The Grant Game: A Scorecard for Evaluating Ecosystem Funding
Most grant programs reward grant writers, not builders. Here's a scorecard for evaluating funding programs before you waste months applying, plus tactics for navigating imperfect systems.
John Connor
Technology Strategist
Grant programs select for grant-writing ability, not building ability. This post provides a 30-point scorecard for evaluating any funding program before you invest time. Programs scoring below 20 should be avoided. Also: tactics for navigating imperfect programs when you have no choice.
The Three Months I'll Never Get Back
When we raised for Sparkblox, I spent three months on one grant application. Three months of crafting narratives, designing pitch decks, scheduling calls with committee members. Three months not building product.
We got the grant. And the metrics we promised had almost nothing to do with what made our product successful. We hit every milestone. We missed what mattered.
I knew while writing the application that the milestones were theater. I proposed "user acquisition targets" because that's what they wanted to hear, not "retention improvements" which is what actually mattered. I played the game and won the grant. The project still struggled because I'd optimized for the wrong thing.
This post is the framework I wish I'd had before I started. Use it to evaluate grant programs before you invest time, and to avoid programs that will waste it.
The Grant Program Scorecard
Score any grant program on these six dimensions. 1 = worst, 5 = best. Avoid programs scoring below 20 total.
1. Timing of Funding (1-5)
| Score | Model | What It Means |
|---|---|---|
| 1 | 100% upfront on approval | Rewards proposals, not results |
| 2 | 50/50 upfront/milestone | Some accountability |
| 3 | Staged disbursement | Multiple checkpoints |
| 4 | Majority after delivery | Rewards completion |
| 5 | Retroactive only | Only rewards proven value (e.g., Optimism RPGF) |
Why this matters most: Upfront funding rewards grant writers. Retroactive funding rewards builders. The selection mechanism determines who wins, and that determines what gets built.

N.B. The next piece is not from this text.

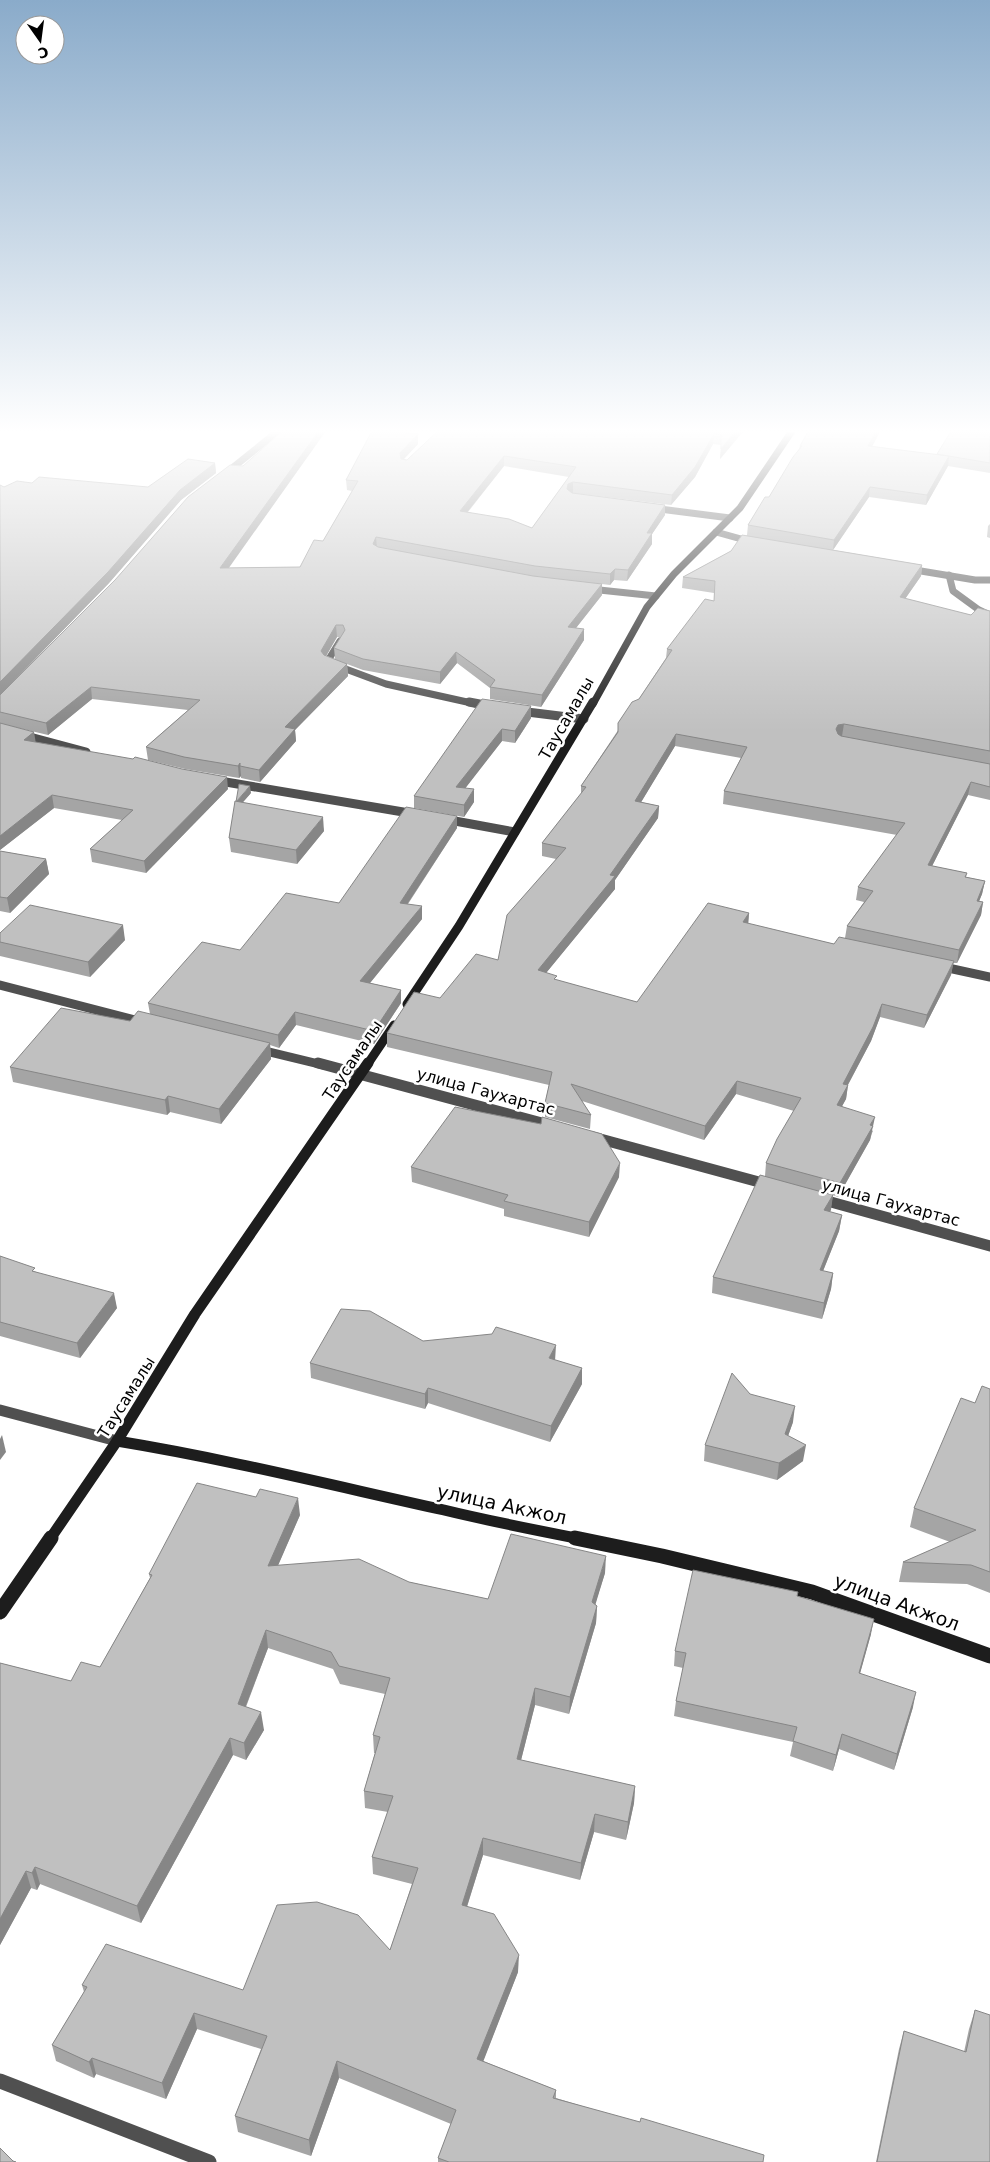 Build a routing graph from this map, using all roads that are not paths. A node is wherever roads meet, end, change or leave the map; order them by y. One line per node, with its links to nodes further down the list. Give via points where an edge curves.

2. Milestone Definition (1-5)
| Score | Type | Example |
|---|---|---|
| 1 | Vague deliverables | "Launch beta version" |
| 2 | Specific deliverables | "Deploy contracts to mainnet" |
| 3 | Output metrics | "1,000 users registered" |
| 4 | Outcome metrics | "1,000 users retained at 30 days" |
| 5 | Value metrics | "$100K in user-generated value" |
"Launch beta" can mean anything from a landing page to a functioning product. Value metrics are hard to game.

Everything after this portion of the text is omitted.